» **Instructions to follow**:
Where the word "points" shows up in the entries below, please copy the whole line.
** Records shown follows **
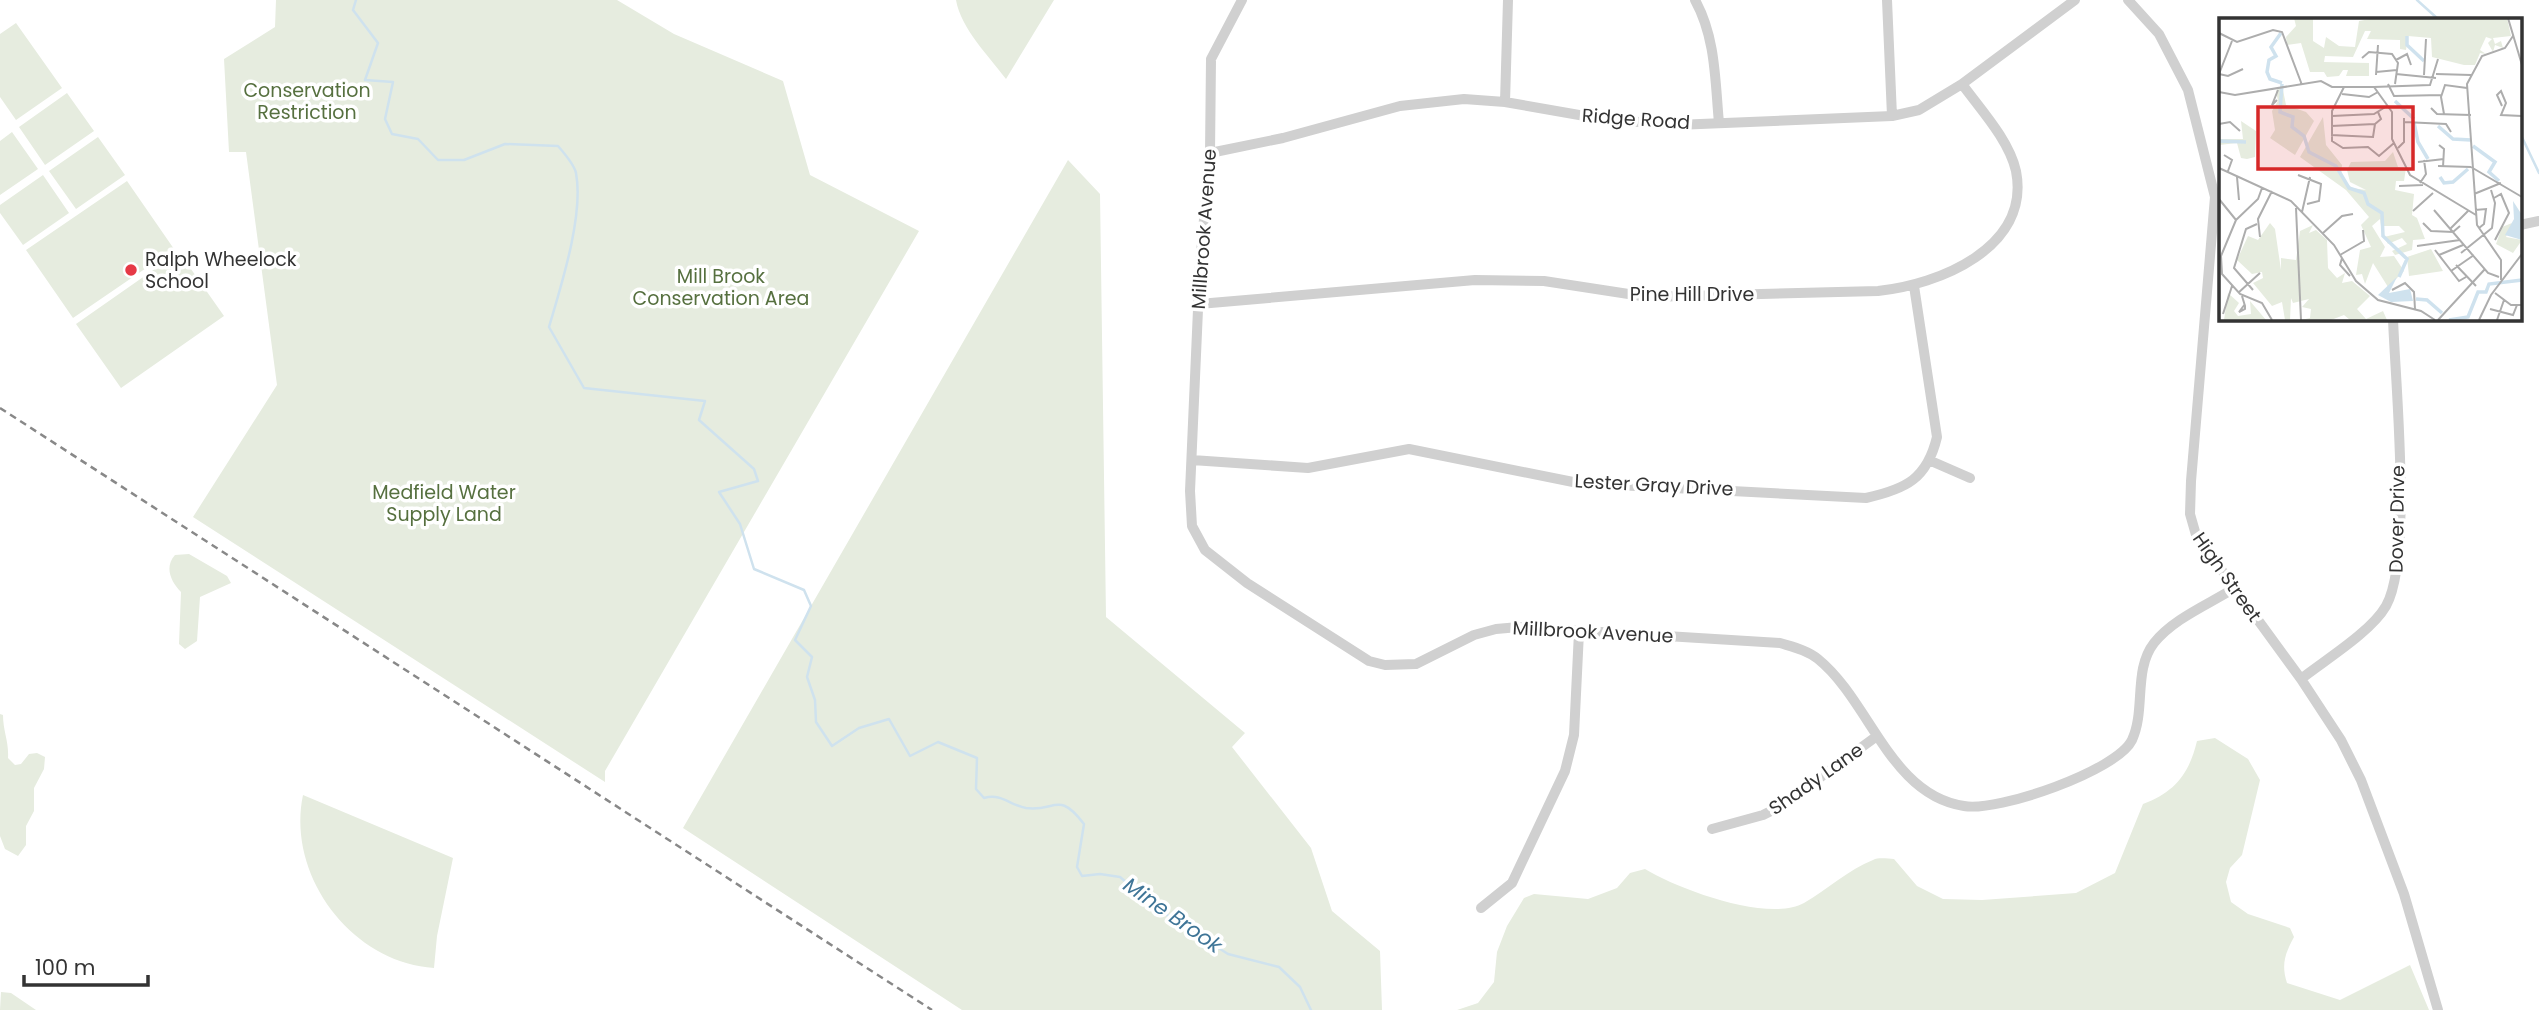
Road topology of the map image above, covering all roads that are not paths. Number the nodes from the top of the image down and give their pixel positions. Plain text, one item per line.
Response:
1 (1242, 0) edge
2 (1508, 0) edge
3 (1695, 0) edge
4 (1887, 0) edge
5 (2076, 0) edge
6 (2128, 0) edge
7 (1962, 84) junction
8 (1505, 102) junction
9 (1892, 116) junction
10 (1719, 123) junction
11 (1210, 153) junction
12 (1914, 286) junction
13 (1199, 304) junction
14 (2393, 320) edge
15 (1192, 460) junction
16 (1931, 461) junction
17 (1970, 478) dead end
18 (2233, 589) junction
19 (1579, 632) junction
20 (2301, 679) junction
21 (1877, 736) junction
22 (1713, 829) dead end
23 (1481, 908) dead end
24 (2438, 1010) edge

1 - 11 street, Millbrook Avenue
2 - 8 street
3 - 10 street
4 - 9 street
5 - 7 street, Ridge Road
6 - 18 street, High Street
7 - 9 street, Ridge Road
7 - 12 street, Pine Hill Drive
8 - 10 street, Ridge Road
8 - 11 street, Ridge Road
9 - 10 street, Ridge Road
11 - 13 street, Millbrook Avenue
12 - 13 street, Pine Hill Drive
12 - 16 street
13 - 15 street, Millbrook Avenue
14 - 20 street, Dover Drive
15 - 16 street, Lester Gray Drive
15 - 19 street, Millbrook Avenue
16 - 17 street
18 - 20 street, High Street
18 - 21 street, Millbrook Avenue
19 - 21 street, Millbrook Avenue
19 - 23 street
20 - 24 street, High Street
21 - 22 street, Shady Lane

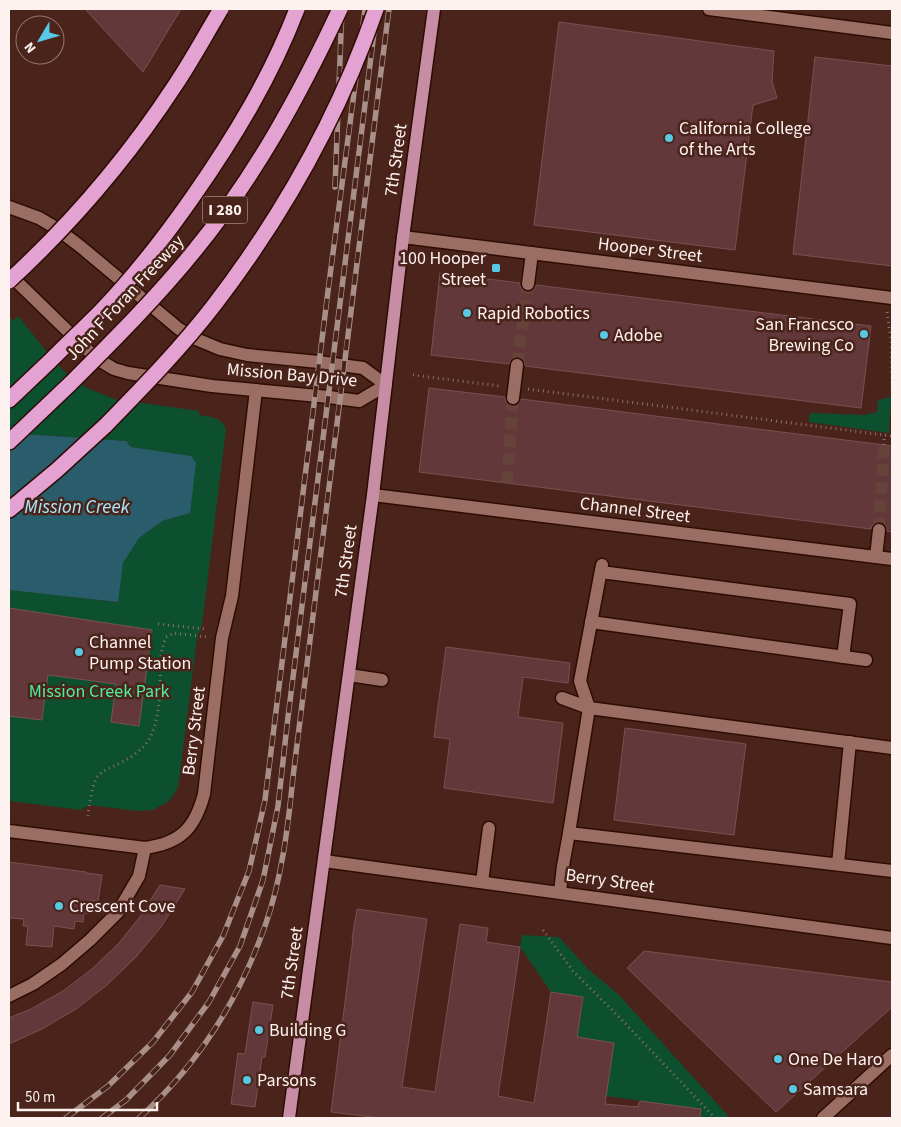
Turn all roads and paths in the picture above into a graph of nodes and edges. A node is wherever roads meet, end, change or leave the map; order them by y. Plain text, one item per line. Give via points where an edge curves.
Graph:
1 (222, 9) edge
2 (297, 9) edge
3 (340, 9) edge
4 (376, 9) edge
5 (434, 9) edge
6 (709, 9) edge
7 (892, 33) edge
8 (9, 207) edge
9 (404, 237) junction
10 (532, 253) junction
11 (9, 274) edge
12 (9, 281) edge
13 (528, 284) tunnel mouth
14 (888, 298) edge
15 (517, 365) tunnel mouth
16 (413, 374) dead end
17 (386, 385) junction
18 (892, 388) edge
19 (256, 390) junction
20 (514, 393) junction
21 (9, 400) edge
22 (884, 435) junction
23 (892, 436) edge
24 (9, 442) edge
25 (884, 445) tunnel mouth
26 (373, 495) junction
27 (9, 510) edge
28 (878, 530) tunnel mouth
29 (876, 557) junction
30 (892, 559) edge
31 (591, 622) junction
32 (158, 624) dead end
33 (206, 630) dead end
34 (222, 638) junction
35 (843, 657) junction
36 (866, 660) dead end
37 (349, 674) junction
38 (382, 680) dead end
39 (562, 698) dead end
40 (589, 708) junction
41 (850, 742) junction
42 (892, 748) edge
43 (88, 816) dead end
44 (489, 828) dead end
45 (9, 831) edge
46 (569, 833) junction
47 (145, 848) junction
48 (324, 860) junction
49 (838, 864) junction
50 (892, 871) edge
51 (482, 882) junction
52 (560, 892) junction
53 (543, 930) dead end
54 (892, 938) edge
55 (9, 996) edge
56 (892, 1055) edge
57 (289, 1118) edge
58 (715, 1118) edge
59 (823, 1118) edge

1 - 12 highway, bridge via 177,84 128,151 63,228
2 - 21 highway, I 280, bridge via 287,36 238,128 170,229 100,312
3 - 24 highway, John F Foran Freeway / I 280, bridge via 293,103 262,156 196,249 122,333
4 - 27 highway, bridge via 354,66 311,156 256,247 225,290 182,344 113,418
5 - 9 main road, 7th Street
6 - 7 street
8 - 17 street, Mission Bay Drive via 56,228 179,329 196,339 247,355 363,368
9 - 10 street, Hooper Street
9 - 17 main road, 7th Street
10 - 13 street
10 - 14 street, Hooper Street
11 - 19 street, Mission Bay Drive via 84,347 114,369
14 - 18 path
15 - 20 street
16 - 20 path
17 - 19 street, Mission Bay Drive via 359,401
17 - 26 main road, 7th Street
19 - 34 street, Berry Street via 232,596
20 - 22 path
22 - 23 path
22 - 25 path
26 - 29 street, Channel Street
26 - 37 main road, 7th Street
28 - 29 street
29 - 30 street, Channel Street
31 - 35 street
31 - 35 street via 601,568 850,604
31 - 40 street via 580,681
32 - 33 path
34 - 43 path via 174,633 166,637 162,647 157,718 153,732 138,752 96,778
34 - 47 street, Berry Street via 200,808 181,835 170,842
35 - 36 street
37 - 38 street
37 - 48 main road, 7th Street
39 - 40 street
40 - 41 street
40 - 46 street
41 - 42 street
41 - 49 street
44 - 51 street
45 - 47 street, Berry Street
46 - 49 street
46 - 52 street
47 - 55 street via 139,876 118,912 62,964
48 - 51 street, Berry Street
48 - 57 main road, 7th Street
49 - 50 street
51 - 52 street, Berry Street
52 - 54 street, Berry Street
53 - 58 path via 573,971
56 - 59 street

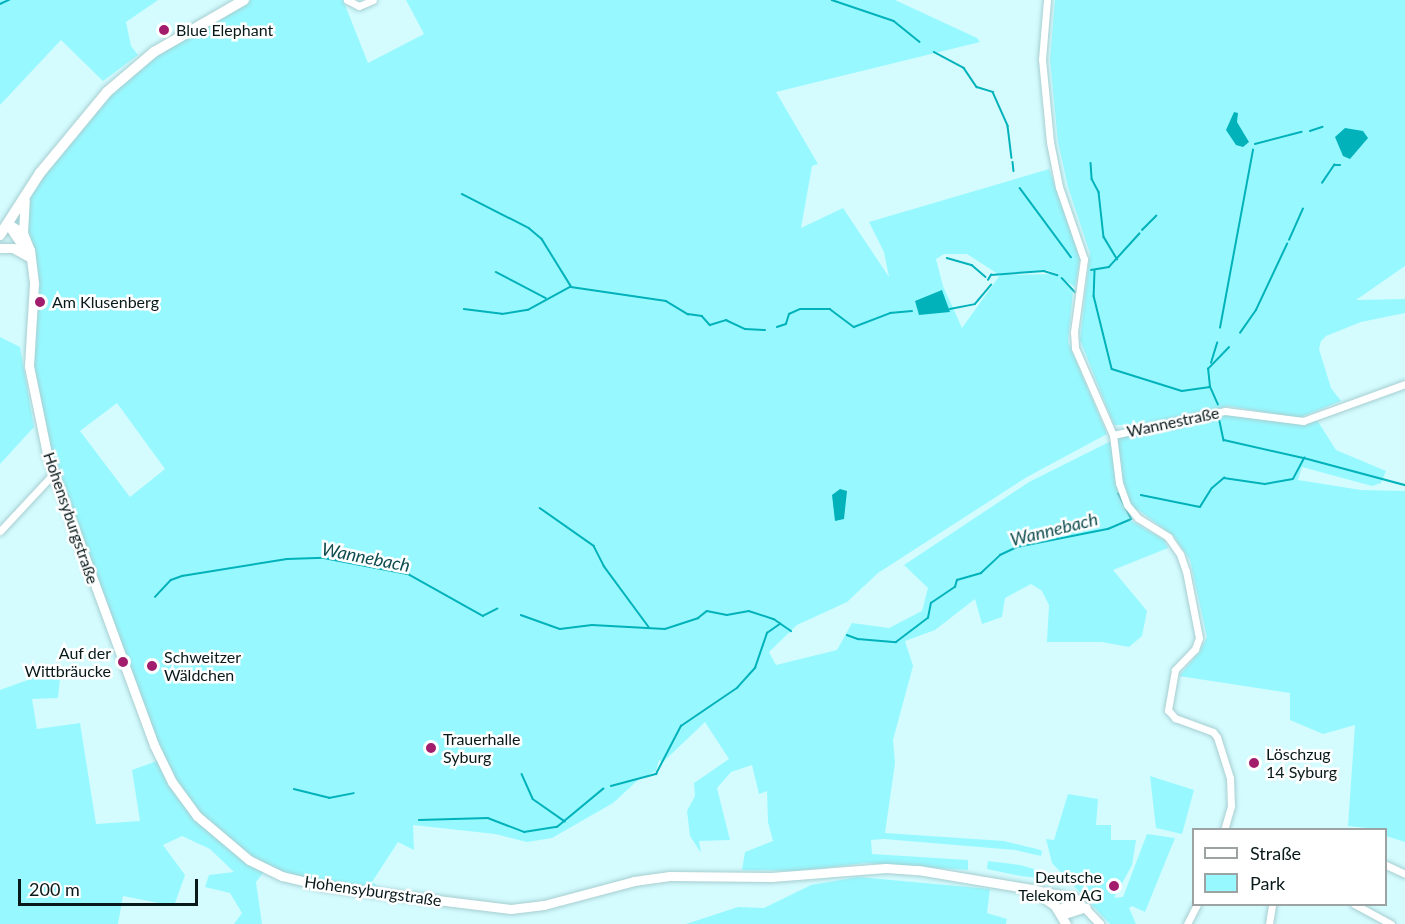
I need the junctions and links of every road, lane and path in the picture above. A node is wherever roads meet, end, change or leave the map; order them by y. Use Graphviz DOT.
graph roads {
  1 [pos="244,0"];
  2 [pos="346,0"];
  3 [pos="373,0"];
  4 [pos="1047,0"];
  5 [pos="30,188"];
  6 [pos="7,224"];
  7 [pos="23,233"];
  8 [pos="0,235"];
  9 [pos="0,248"];
  10 [pos="31,258"];
  11 [pos="1405,384"];
  12 [pos="1113,435"];
  13 [pos="54,473"];
  14 [pos="0,531"];
  15 [pos="1225,828"];
  16 [pos="1387,865"];
  17 [pos="1405,874"];
  18 [pos="1031,889"];
  19 [pos="1085,906"];
  20 [pos="1196,906"];
  21 [pos="1272,906"];
  22 [pos="1358,906"];
  23 [pos="1062,916"];
  24 [pos="1100,924"];
  25 [pos="1187,924"];
  26 [pos="1269,924"];
  27 [pos="1391,924"];
  1 -- 5 [label="main road"];
  2 -- 3 [label="street"];
  4 -- 12 [label="street"];
  5 -- 6 [label="main road"];
  5 -- 7 [label="main road"];
  6 -- 7 [label="main road"];
  6 -- 8 [label="main road"];
  6 -- 10 [label="main road, Hohensyburgstraße"];
  7 -- 10 [label="main road, Hohensyburgstraße"];
  9 -- 10 [label="main road"];
  10 -- 13 [label="main road, Hohensyburgstraße"];
  11 -- 12 [label="street, Wannestraße"];
  12 -- 15 [label="street"];
  13 -- 14 [label="street"];
  13 -- 18 [label="main road, Hohensyburgstraße"];
  16 -- 17 [label="street"];
  18 -- 19 [label="street"];
  18 -- 23 [label="main road, Hohensyburgstraße"];
  19 -- 23 [label="street"];
  19 -- 24 [label="street"];
  20 -- 25 [label="street"];
  21 -- 26 [label="street"];
  22 -- 27 [label="street"];
}
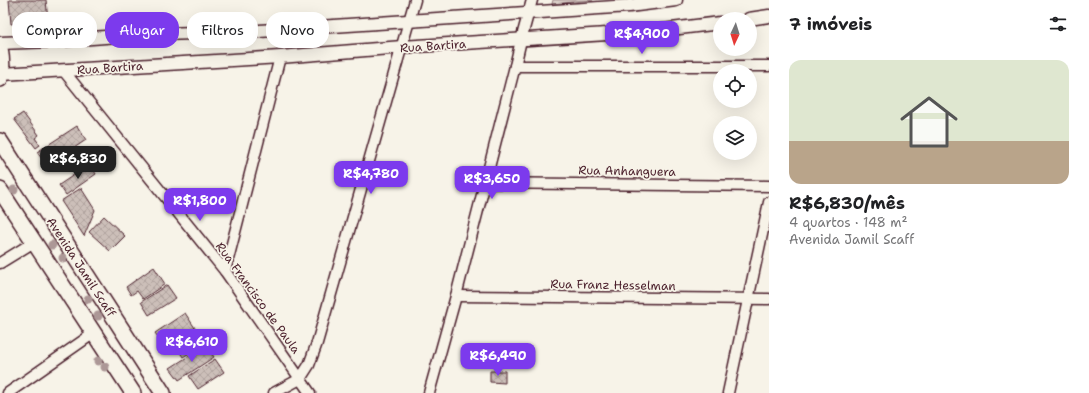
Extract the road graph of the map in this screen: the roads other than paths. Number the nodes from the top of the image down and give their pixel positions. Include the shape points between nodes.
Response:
1 (415, 0) edge
2 (532, 0) edge
3 (676, 0) edge
4 (529, 13) junction
5 (769, 16) edge
6 (757, 18) edge
7 (410, 21) junction
8 (713, 24) edge
9 (521, 40) junction
10 (0, 43) edge
11 (402, 47) junction
12 (0, 48) edge
13 (280, 57) junction
14 (515, 66) junction
15 (769, 66) edge
16 (63, 70) junction
17 (1, 76) edge
18 (0, 141) edge
19 (485, 182) junction
20 (769, 186) edge
21 (0, 190) edge
22 (769, 202) edge
23 (34, 242) junction
24 (0, 262) edge
25 (225, 271) junction
26 (456, 296) junction
27 (748, 299) junction
28 (769, 299) edge
29 (94, 334) junction
30 (300, 379) junction
31 (8, 393) edge
32 (133, 393) edge
33 (162, 393) edge
34 (274, 393) edge
35 (310, 393) edge
36 (429, 393) edge
37 (728, 393) edge

1 - 7 street
2 - 4 street
3 - 4 street
4 - 7 street
4 - 9 street
5 - 6 street
7 - 10 street
7 - 11 street
8 - 9 street, Rua Bartira via 655,31
9 - 11 street, Rua Bartira
9 - 14 street
11 - 13 street, Rua Bartira
11 - 30 street via 317,343 309,365
12 - 17 main road
13 - 16 street, Rua Bartira
13 - 25 street
14 - 15 street
14 - 19 street
16 - 17 street, Rua Bartira
16 - 25 street, Rua Francisco de Paula
18 - 33 main road, Avenida Jamil Scaff
19 - 20 street, Rua Anhanguera
19 - 26 street
21 - 23 main road, Avenida Jamil Scaff
22 - 27 street
23 - 24 street
23 - 29 main road, Avenida Jamil Scaff
25 - 30 street, Rua Francisco de Paula
26 - 27 street, Rua Franz Hesselman
26 - 36 street
27 - 28 street, Rua Franz Hesselman
27 - 37 street
29 - 31 street
29 - 32 main road, Avenida Jamil Scaff
30 - 34 street
30 - 35 street, Rua Francisco de Paula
** End of Records shown **
» **Task output**:
Turn all roads and paths in the picture above into a graph of nodes and edges. A node is wherever roads meet, end, change or leave the map; order them by y. Plain text, one item per line. Give via points where an edge curves.
Extract the road graph of the map in this screen: the roads other than paths. Number the nodes from the top of the image down and give their pixel positions. Include the shape points between nodes.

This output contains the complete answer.